• TASK DESCRIPTION: Please give only the number of lines in the listing below that contain "Boulevard".

STORED DATA START

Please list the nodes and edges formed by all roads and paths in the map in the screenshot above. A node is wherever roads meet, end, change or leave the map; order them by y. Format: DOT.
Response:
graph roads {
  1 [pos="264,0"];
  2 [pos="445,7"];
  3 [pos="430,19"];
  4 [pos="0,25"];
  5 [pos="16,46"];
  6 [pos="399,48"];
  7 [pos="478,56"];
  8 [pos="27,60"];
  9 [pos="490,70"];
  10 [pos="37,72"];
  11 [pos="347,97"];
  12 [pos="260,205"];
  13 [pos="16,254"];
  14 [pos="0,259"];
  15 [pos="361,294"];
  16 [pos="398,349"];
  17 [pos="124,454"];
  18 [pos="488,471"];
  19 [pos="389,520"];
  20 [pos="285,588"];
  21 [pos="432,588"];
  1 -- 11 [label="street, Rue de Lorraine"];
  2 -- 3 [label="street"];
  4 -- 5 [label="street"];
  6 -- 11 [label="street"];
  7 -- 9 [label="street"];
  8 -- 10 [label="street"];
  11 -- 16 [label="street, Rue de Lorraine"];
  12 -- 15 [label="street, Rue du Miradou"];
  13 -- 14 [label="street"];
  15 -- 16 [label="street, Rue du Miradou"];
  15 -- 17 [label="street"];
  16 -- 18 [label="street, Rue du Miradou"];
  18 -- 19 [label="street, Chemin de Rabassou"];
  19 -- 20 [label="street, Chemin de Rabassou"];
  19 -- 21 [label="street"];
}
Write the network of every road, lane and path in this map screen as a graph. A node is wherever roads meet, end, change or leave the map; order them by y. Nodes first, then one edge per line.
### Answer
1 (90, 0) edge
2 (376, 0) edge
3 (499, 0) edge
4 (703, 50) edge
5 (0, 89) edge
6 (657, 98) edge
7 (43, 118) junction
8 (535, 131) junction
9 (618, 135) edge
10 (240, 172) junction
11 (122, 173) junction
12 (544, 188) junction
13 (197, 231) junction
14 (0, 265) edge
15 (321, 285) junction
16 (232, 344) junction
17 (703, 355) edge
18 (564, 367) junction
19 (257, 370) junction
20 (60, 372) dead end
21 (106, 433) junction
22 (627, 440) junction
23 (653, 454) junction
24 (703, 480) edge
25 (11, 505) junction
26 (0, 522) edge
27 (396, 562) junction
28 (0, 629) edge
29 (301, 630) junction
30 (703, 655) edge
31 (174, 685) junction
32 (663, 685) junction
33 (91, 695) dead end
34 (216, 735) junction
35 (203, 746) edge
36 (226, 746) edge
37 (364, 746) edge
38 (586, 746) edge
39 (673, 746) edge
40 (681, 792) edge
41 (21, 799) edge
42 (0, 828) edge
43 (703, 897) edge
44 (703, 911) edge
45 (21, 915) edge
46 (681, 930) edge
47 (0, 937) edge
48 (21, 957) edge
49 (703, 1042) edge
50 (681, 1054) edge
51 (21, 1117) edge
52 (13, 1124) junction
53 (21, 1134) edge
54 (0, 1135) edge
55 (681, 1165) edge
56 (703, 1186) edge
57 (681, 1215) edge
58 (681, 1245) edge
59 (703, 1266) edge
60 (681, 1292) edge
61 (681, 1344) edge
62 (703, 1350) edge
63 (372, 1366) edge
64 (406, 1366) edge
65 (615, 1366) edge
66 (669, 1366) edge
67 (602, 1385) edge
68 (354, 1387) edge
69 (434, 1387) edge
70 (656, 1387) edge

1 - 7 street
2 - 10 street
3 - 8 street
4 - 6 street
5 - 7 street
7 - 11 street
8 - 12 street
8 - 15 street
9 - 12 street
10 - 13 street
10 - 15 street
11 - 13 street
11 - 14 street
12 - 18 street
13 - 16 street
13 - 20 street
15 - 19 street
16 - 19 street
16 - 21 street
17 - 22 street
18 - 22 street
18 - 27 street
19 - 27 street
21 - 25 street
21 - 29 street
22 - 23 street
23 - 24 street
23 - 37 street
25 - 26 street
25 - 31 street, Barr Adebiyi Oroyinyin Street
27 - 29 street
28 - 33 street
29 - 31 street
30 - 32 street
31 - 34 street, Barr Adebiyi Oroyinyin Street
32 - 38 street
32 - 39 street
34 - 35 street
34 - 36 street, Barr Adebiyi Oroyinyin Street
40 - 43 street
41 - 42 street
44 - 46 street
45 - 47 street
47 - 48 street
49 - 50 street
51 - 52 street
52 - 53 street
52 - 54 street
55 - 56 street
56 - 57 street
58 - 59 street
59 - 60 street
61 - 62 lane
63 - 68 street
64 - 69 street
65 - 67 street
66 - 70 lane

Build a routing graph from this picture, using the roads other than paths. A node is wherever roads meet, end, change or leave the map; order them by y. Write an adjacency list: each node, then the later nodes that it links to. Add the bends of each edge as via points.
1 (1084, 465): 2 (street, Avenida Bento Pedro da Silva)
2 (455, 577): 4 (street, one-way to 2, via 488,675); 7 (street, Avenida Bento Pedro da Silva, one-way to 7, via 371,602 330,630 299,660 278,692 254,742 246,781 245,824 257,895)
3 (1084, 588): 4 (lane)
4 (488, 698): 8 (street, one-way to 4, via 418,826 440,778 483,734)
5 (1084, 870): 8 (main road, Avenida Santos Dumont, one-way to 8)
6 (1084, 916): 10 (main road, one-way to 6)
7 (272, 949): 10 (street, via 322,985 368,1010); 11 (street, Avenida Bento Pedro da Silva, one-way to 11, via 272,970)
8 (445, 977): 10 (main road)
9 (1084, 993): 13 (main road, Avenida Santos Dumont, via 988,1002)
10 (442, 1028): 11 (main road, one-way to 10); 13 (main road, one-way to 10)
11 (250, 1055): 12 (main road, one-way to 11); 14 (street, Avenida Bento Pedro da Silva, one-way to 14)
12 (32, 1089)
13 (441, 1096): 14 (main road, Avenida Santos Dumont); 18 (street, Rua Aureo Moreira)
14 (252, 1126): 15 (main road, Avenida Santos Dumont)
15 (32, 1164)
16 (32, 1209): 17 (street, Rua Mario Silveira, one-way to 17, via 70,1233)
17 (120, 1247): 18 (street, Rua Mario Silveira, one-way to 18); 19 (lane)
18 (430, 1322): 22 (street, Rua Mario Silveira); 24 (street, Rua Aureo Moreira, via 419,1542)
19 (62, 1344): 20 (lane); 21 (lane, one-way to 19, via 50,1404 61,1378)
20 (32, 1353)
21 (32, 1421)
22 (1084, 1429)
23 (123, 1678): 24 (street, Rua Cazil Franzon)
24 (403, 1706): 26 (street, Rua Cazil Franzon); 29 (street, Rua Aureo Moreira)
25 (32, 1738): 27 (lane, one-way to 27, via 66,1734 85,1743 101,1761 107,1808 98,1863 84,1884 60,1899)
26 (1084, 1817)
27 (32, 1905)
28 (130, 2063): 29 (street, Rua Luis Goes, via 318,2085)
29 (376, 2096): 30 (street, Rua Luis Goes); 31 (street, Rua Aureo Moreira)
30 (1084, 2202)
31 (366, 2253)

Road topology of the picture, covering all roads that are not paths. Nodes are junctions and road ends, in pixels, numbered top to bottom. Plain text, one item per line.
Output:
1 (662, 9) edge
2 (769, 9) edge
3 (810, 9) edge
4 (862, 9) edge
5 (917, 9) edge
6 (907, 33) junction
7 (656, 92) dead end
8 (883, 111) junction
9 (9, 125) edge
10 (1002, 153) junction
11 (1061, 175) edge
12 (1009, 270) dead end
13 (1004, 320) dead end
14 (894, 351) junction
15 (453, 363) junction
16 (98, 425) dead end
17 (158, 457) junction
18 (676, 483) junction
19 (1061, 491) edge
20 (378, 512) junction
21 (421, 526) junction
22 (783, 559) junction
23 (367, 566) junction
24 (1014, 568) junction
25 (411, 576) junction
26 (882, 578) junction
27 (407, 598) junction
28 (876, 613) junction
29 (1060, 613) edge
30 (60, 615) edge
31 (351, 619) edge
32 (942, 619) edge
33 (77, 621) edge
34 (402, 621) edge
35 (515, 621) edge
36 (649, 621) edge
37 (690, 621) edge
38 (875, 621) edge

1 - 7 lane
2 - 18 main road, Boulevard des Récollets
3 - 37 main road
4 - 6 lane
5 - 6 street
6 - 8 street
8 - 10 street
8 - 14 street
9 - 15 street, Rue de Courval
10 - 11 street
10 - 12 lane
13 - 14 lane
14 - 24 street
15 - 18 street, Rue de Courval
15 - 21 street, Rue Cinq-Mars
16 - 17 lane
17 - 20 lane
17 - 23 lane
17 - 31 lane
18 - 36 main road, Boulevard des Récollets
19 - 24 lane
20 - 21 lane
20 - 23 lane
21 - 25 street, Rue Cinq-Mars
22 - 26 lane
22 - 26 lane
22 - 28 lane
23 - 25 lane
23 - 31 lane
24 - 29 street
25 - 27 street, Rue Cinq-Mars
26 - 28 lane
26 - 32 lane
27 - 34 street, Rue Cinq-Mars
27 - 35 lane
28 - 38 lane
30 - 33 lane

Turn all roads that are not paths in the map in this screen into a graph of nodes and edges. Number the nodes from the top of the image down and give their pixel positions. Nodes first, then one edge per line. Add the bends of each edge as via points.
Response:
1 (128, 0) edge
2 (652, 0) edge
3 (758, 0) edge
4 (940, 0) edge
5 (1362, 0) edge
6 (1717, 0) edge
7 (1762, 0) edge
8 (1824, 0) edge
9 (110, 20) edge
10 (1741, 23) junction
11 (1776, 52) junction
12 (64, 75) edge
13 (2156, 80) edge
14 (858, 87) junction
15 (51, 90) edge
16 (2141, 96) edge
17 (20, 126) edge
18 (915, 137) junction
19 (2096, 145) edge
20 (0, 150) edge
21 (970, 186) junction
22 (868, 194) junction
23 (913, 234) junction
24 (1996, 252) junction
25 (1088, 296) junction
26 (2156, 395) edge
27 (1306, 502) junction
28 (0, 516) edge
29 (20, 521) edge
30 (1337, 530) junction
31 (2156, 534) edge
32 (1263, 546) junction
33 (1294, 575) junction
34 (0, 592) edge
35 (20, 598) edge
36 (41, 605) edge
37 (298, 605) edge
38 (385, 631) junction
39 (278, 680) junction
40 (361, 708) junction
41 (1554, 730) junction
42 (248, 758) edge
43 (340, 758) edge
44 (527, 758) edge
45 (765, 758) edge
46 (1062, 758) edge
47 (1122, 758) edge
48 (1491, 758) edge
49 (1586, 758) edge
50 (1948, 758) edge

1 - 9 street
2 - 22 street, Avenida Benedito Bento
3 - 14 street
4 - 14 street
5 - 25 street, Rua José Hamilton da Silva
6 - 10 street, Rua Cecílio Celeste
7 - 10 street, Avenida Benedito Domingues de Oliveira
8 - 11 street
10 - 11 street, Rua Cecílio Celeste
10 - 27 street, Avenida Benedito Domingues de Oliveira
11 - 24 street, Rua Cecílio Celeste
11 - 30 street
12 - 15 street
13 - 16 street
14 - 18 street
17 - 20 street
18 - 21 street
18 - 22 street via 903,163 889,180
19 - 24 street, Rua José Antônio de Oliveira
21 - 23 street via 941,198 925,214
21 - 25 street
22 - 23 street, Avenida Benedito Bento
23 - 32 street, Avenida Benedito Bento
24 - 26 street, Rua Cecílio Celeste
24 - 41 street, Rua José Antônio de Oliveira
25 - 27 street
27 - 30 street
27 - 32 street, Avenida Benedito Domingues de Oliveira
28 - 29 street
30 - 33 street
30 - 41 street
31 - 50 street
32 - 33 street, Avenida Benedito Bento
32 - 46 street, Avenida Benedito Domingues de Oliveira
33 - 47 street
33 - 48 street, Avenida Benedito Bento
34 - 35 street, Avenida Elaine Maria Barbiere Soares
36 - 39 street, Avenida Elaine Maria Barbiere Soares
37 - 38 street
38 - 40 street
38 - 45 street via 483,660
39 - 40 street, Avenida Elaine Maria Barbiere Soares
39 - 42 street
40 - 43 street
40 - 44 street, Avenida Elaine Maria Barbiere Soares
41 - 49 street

STORED DATA END

• TASK RESULT: 2